_What you will do:_
In full and word for word, give the records again.

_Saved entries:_
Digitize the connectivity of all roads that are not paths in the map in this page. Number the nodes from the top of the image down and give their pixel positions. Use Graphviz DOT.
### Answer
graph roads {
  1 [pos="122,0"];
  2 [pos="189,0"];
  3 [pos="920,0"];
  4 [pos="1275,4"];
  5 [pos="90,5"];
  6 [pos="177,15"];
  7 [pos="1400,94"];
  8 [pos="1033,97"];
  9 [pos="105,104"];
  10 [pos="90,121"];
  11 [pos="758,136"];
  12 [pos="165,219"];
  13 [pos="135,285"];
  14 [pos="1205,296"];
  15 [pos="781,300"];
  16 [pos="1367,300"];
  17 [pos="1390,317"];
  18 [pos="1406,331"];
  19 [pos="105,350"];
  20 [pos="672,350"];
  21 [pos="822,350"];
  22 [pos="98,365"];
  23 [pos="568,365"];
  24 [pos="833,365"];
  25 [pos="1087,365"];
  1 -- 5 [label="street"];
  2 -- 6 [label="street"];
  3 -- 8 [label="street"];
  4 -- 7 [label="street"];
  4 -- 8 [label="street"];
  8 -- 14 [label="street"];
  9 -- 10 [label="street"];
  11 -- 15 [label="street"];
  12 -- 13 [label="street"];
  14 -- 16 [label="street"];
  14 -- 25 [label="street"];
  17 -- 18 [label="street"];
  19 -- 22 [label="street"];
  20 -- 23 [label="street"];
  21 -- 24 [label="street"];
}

_Answer box:_
Digitize the connectivity of all roads that are not paths in the map in this page. Number the nodes from the top of the image down and give their pixel positions. Use Graphviz DOT.
### Answer
graph roads {
  1 [pos="122,0"];
  2 [pos="189,0"];
  3 [pos="920,0"];
  4 [pos="1275,4"];
  5 [pos="90,5"];
  6 [pos="177,15"];
  7 [pos="1400,94"];
  8 [pos="1033,97"];
  9 [pos="105,104"];
  10 [pos="90,121"];
  11 [pos="758,136"];
  12 [pos="165,219"];
  13 [pos="135,285"];
  14 [pos="1205,296"];
  15 [pos="781,300"];
  16 [pos="1367,300"];
  17 [pos="1390,317"];
  18 [pos="1406,331"];
  19 [pos="105,350"];
  20 [pos="672,350"];
  21 [pos="822,350"];
  22 [pos="98,365"];
  23 [pos="568,365"];
  24 [pos="833,365"];
  25 [pos="1087,365"];
  1 -- 5 [label="street"];
  2 -- 6 [label="street"];
  3 -- 8 [label="street"];
  4 -- 7 [label="street"];
  4 -- 8 [label="street"];
  8 -- 14 [label="street"];
  9 -- 10 [label="street"];
  11 -- 15 [label="street"];
  12 -- 13 [label="street"];
  14 -- 16 [label="street"];
  14 -- 25 [label="street"];
  17 -- 18 [label="street"];
  19 -- 22 [label="street"];
  20 -- 23 [label="street"];
  21 -- 24 [label="street"];
}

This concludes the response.